Stored data:
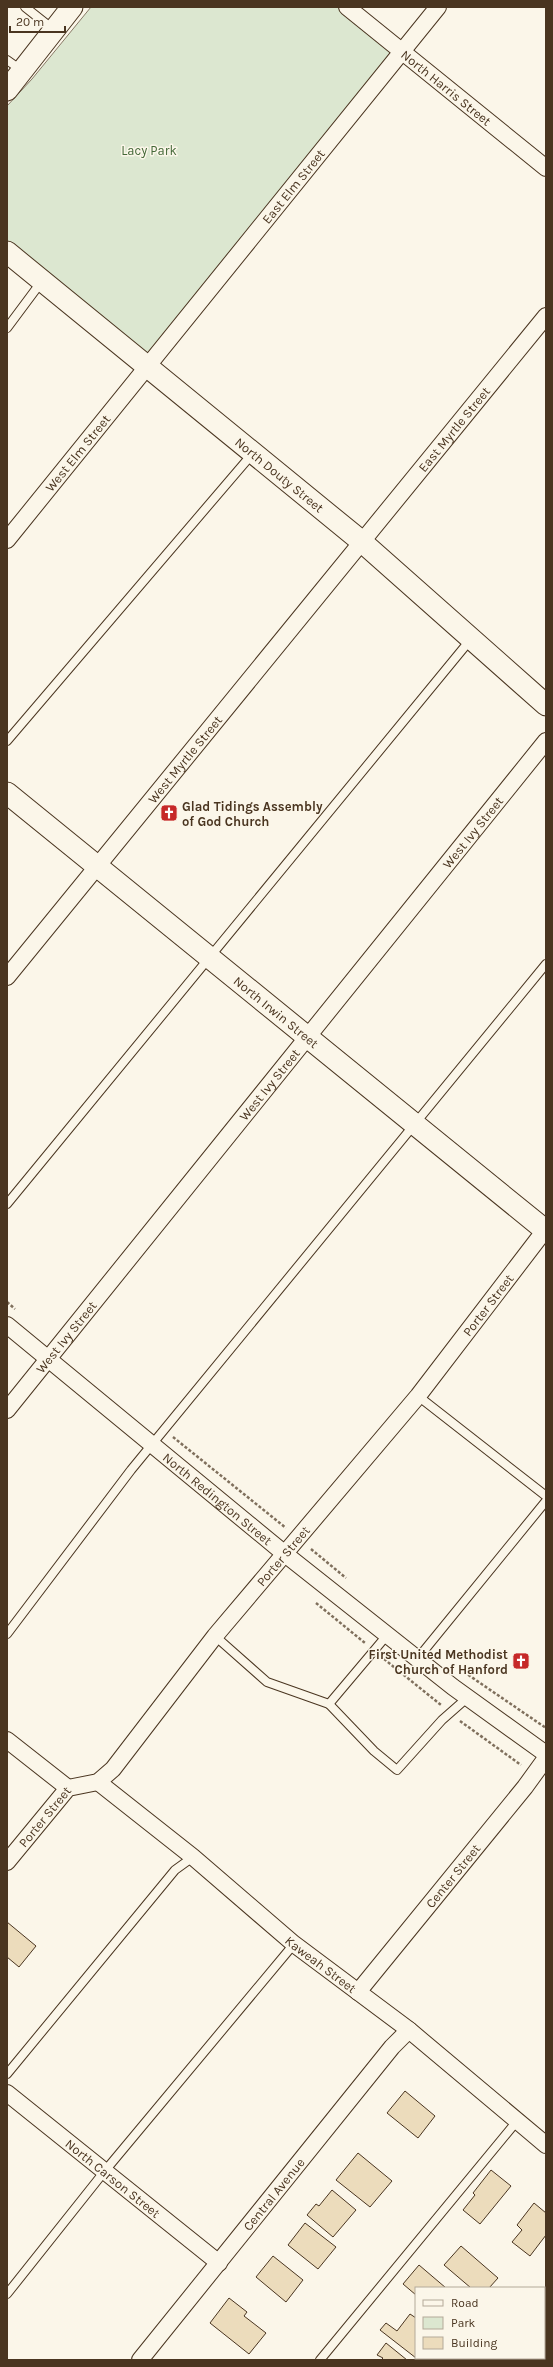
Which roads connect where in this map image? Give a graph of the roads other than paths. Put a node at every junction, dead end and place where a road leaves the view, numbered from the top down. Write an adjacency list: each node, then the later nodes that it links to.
1 (24, 7): 5 (lane)
2 (72, 7): 5 (street)
3 (347, 7): 6 (street, North Harris Street)
4 (438, 7): 6 (street, East Elm Street)
5 (54, 30): 7 (street)
6 (402, 51): 9 (street, North Harris Street); 14 (street, East Elm Street)
7 (14, 66): 8 (street)
8 (7, 90)
9 (546, 168)
10 (7, 252): 11 (street, North Douty Street)
11 (43, 281): 13 (lane); 14 (street, North Douty Street)
12 (546, 316): 17 (street, East Myrtle Street)
13 (7, 328)
14 (148, 366): 15 (street, North Douty Street); 16 (street, West Elm Street)
15 (253, 452): 17 (street, North Douty Street); 20 (lane)
16 (7, 540)
17 (361, 541): 18 (street, North Douty Street); 23 (street, West Myrtle Street)
18 (471, 638): 19 (street, North Douty Street); 24 (lane)
19 (546, 705)
20 (7, 741)
21 (546, 741): 27 (street, West Ivy Street)
22 (7, 793): 23 (street, North Irwin Street)
23 (97, 866): 24 (street, North Irwin Street); 26 (street, West Myrtle Street)
24 (209, 958): 27 (street, North Irwin Street); 29 (lane)
25 (546, 964): 28 (lane)
26 (7, 977)
27 (307, 1037): 28 (street, North Irwin Street); 32 (street, West Ivy Street)
28 (416, 1125): 30 (street, North Irwin Street); 35 (lane)
29 (7, 1204)
30 (545, 1230): 33 (street, Porter Street)
31 (7, 1325): 32 (street, North Redington Street)
32 (48, 1359): 34 (street, West Ivy Street); 35 (street, North Redington Street)
33 (418, 1396): 36 (lane); 38 (street, Porter Street)
34 (7, 1410)
35 (152, 1445): 38 (street, North Redington Street); 39 (lane)
36 (546, 1496)
37 (546, 1501): 42 (lane)
38 (285, 1554): 40 (street, North Redington Street); 41 (street, Porter Street)
39 (7, 1634)
40 (388, 1634): 42 (street, North Redington Street); 44 (lane)
41 (216, 1636): 44 (lane); 48 (street, Porter Street)
42 (418, 1658): 43 (street, North Redington Street)
43 (467, 1698): 44 (lane); 46 (street, North Redington Street)
44 (329, 1704)
45 (7, 1740): 49 (street)
46 (546, 1754)
47 (546, 1758): 53 (street, Center Street)
48 (98, 1782): 49 (street, Porter Street); 50 (street, Kaweah Street)
49 (68, 1788): 51 (street, Porter Street)
50 (193, 1857): 52 (street, Kaweah Street); 55 (lane)
51 (7, 1862)
52 (294, 1944): 53 (street, Kaweah Street); 59 (lane)
53 (358, 1992): 54 (street, Kaweah Street)
54 (409, 2030): 57 (street, Kaweah Street); 60 (street, Central Avenue)
55 (7, 2074)
56 (7, 2093): 59 (street, North Carson Street)
57 (516, 2121): 58 (street, Kaweah Street); 63 (lane)
58 (546, 2145)
59 (104, 2172): 60 (street, North Carson Street); 61 (lane)
60 (219, 2263): 62 (street, Central Avenue)
61 (7, 2294)
62 (140, 2360)
63 (320, 2360)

• _Task brief_
Retype the data shown above exactly, excluding any picture it contains.

• _Exercise solution_
Which roads connect where in this map image? Give a graph of the roads other than paths. Put a node at every junction, dead end and place where a road leaves the view, numbered from the top down. Write an adjacency list: each node, then the later nodes that it links to.
1 (24, 7): 5 (lane)
2 (72, 7): 5 (street)
3 (347, 7): 6 (street, North Harris Street)
4 (438, 7): 6 (street, East Elm Street)
5 (54, 30): 7 (street)
6 (402, 51): 9 (street, North Harris Street); 14 (street, East Elm Street)
7 (14, 66): 8 (street)
8 (7, 90)
9 (546, 168)
10 (7, 252): 11 (street, North Douty Street)
11 (43, 281): 13 (lane); 14 (street, North Douty Street)
12 (546, 316): 17 (street, East Myrtle Street)
13 (7, 328)
14 (148, 366): 15 (street, North Douty Street); 16 (street, West Elm Street)
15 (253, 452): 17 (street, North Douty Street); 20 (lane)
16 (7, 540)
17 (361, 541): 18 (street, North Douty Street); 23 (street, West Myrtle Street)
18 (471, 638): 19 (street, North Douty Street); 24 (lane)
19 (546, 705)
20 (7, 741)
21 (546, 741): 27 (street, West Ivy Street)
22 (7, 793): 23 (street, North Irwin Street)
23 (97, 866): 24 (street, North Irwin Street); 26 (street, West Myrtle Street)
24 (209, 958): 27 (street, North Irwin Street); 29 (lane)
25 (546, 964): 28 (lane)
26 (7, 977)
27 (307, 1037): 28 (street, North Irwin Street); 32 (street, West Ivy Street)
28 (416, 1125): 30 (street, North Irwin Street); 35 (lane)
29 (7, 1204)
30 (545, 1230): 33 (street, Porter Street)
31 (7, 1325): 32 (street, North Redington Street)
32 (48, 1359): 34 (street, West Ivy Street); 35 (street, North Redington Street)
33 (418, 1396): 36 (lane); 38 (street, Porter Street)
34 (7, 1410)
35 (152, 1445): 38 (street, North Redington Street); 39 (lane)
36 (546, 1496)
37 (546, 1501): 42 (lane)
38 (285, 1554): 40 (street, North Redington Street); 41 (street, Porter Street)
39 (7, 1634)
40 (388, 1634): 42 (street, North Redington Street); 44 (lane)
41 (216, 1636): 44 (lane); 48 (street, Porter Street)
42 (418, 1658): 43 (street, North Redington Street)
43 (467, 1698): 44 (lane); 46 (street, North Redington Street)
44 (329, 1704)
45 (7, 1740): 49 (street)
46 (546, 1754)
47 (546, 1758): 53 (street, Center Street)
48 (98, 1782): 49 (street, Porter Street); 50 (street, Kaweah Street)
49 (68, 1788): 51 (street, Porter Street)
50 (193, 1857): 52 (street, Kaweah Street); 55 (lane)
51 (7, 1862)
52 (294, 1944): 53 (street, Kaweah Street); 59 (lane)
53 (358, 1992): 54 (street, Kaweah Street)
54 (409, 2030): 57 (street, Kaweah Street); 60 (street, Central Avenue)
55 (7, 2074)
56 (7, 2093): 59 (street, North Carson Street)
57 (516, 2121): 58 (street, Kaweah Street); 63 (lane)
58 (546, 2145)
59 (104, 2172): 60 (street, North Carson Street); 61 (lane)
60 (219, 2263): 62 (street, Central Avenue)
61 (7, 2294)
62 (140, 2360)
63 (320, 2360)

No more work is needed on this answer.